普通科のトリをつとめ、見事に長唄「七福神」を舞った。一つ一つ所作が丁寧で的確、表現力がある。見に来ていた丹下せつ子さんも「あと何年かしたら良い踊り手になるよ」とその可能性に太鼓判を捺す。
まだ始めて五年。毎週一回一時間半の練習でメキメキ頭角をあらわしている。「漫画やアニメには興味がない。その代わり、お寺が大好き。特に東大寺が一番美しいと思う」というから、最近のアニメブームとは一線を画した硬派だ。

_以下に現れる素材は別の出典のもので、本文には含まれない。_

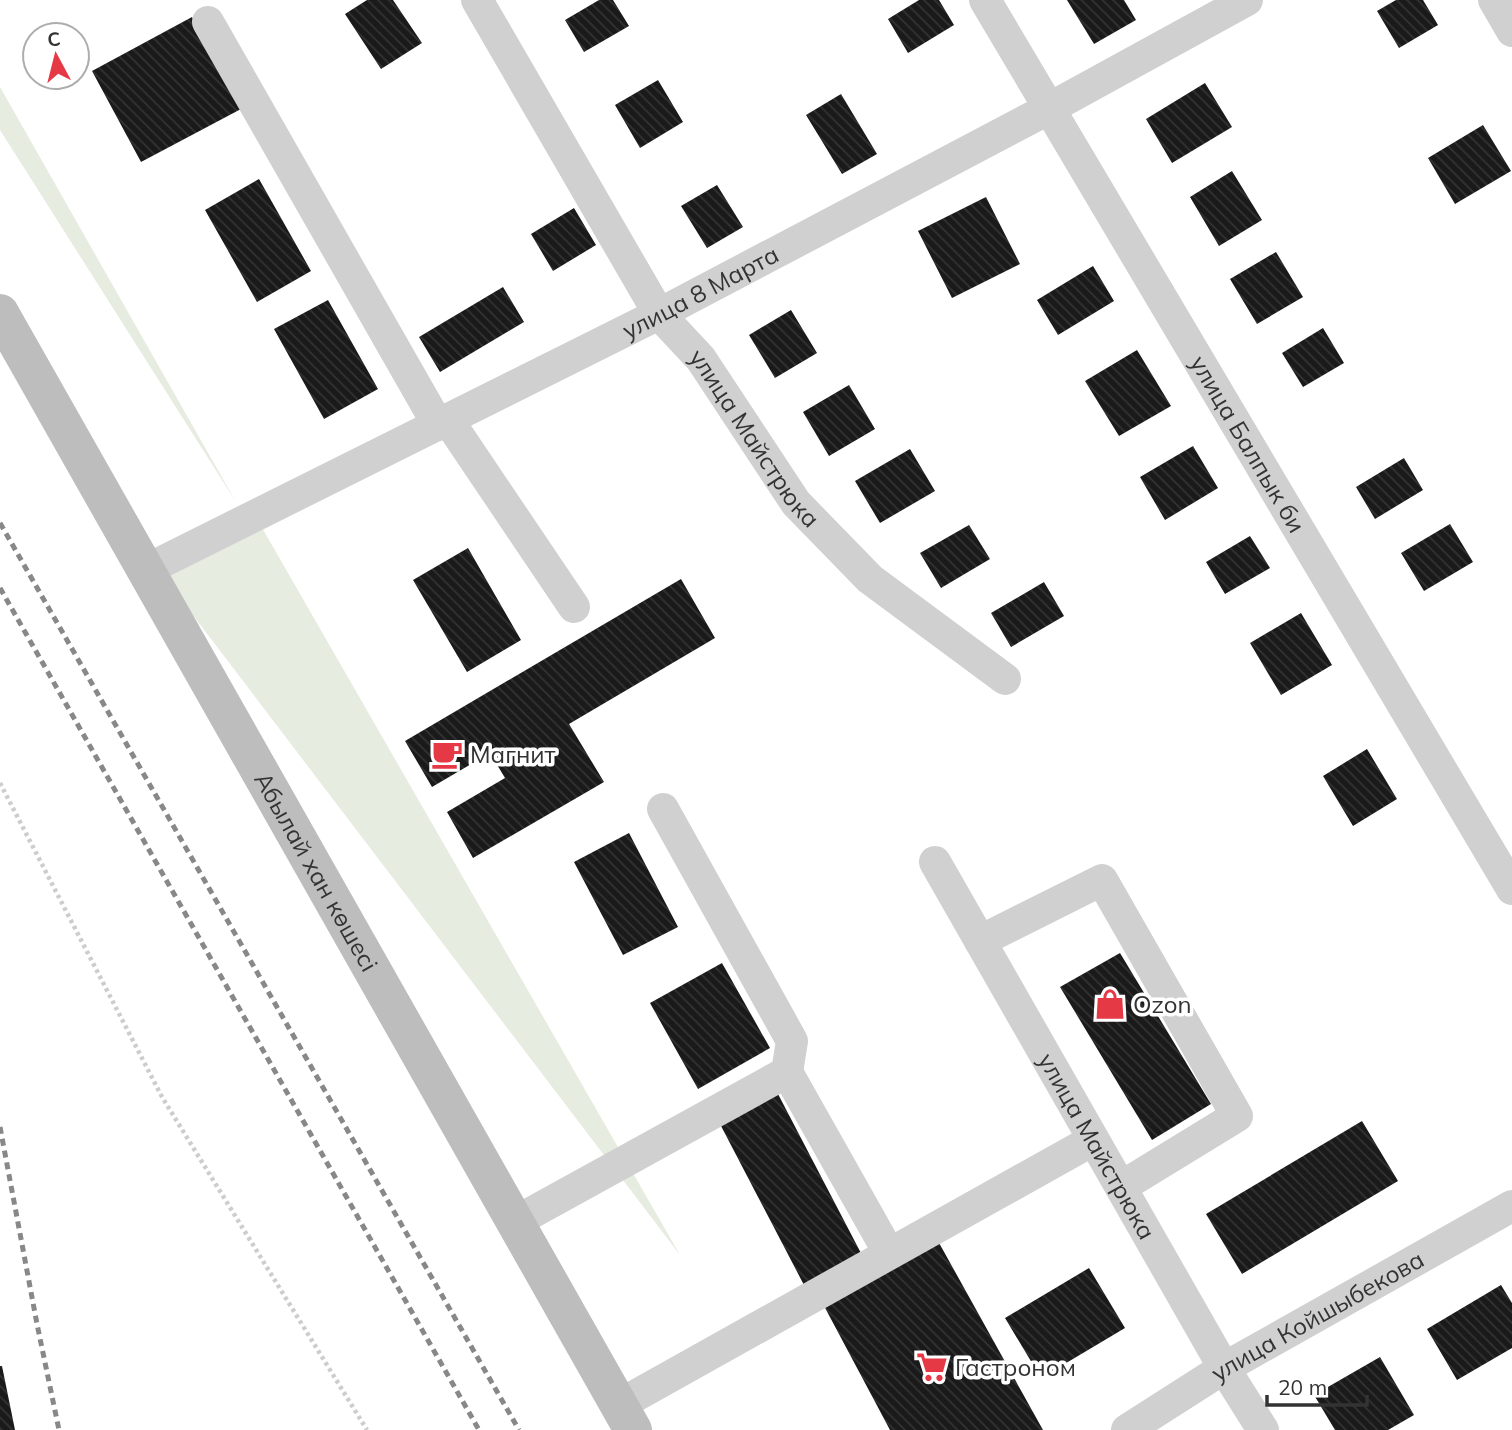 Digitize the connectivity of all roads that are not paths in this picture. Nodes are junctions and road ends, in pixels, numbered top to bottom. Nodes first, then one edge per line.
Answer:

藤間芳之丞会主によれば、来年創立五十周年を迎える同学校の生徒は現在二百人だが、うち二割にあたる四十人は非日系人だという。名取りも三十数人輩出したが、うち一人は非日系の藤間芳冠(よしかん)さんだ。
「ここ二十年ぐらいでガイジンさんが増えたね。日本ブームで演劇関係者とか入ったけど、入っては辞め、入っては辞め、熱しやすくて冷めやすい」と分析する。「でもみなさん、インターネットで調べて納得してから稽古を始めるから、よく知ってるよ」と感心する。
レナンさんは天理教の日本語学校で十歳から勉強を始め、わずか十三歳で単身訪日した経験がある。その時、奈良、大阪、東京を見物して「人生が変わった」という。現在は大学二年で、経営学を専攻する。
将来の目標を問うと、迷うことなく「名取りになりたい」と答えた。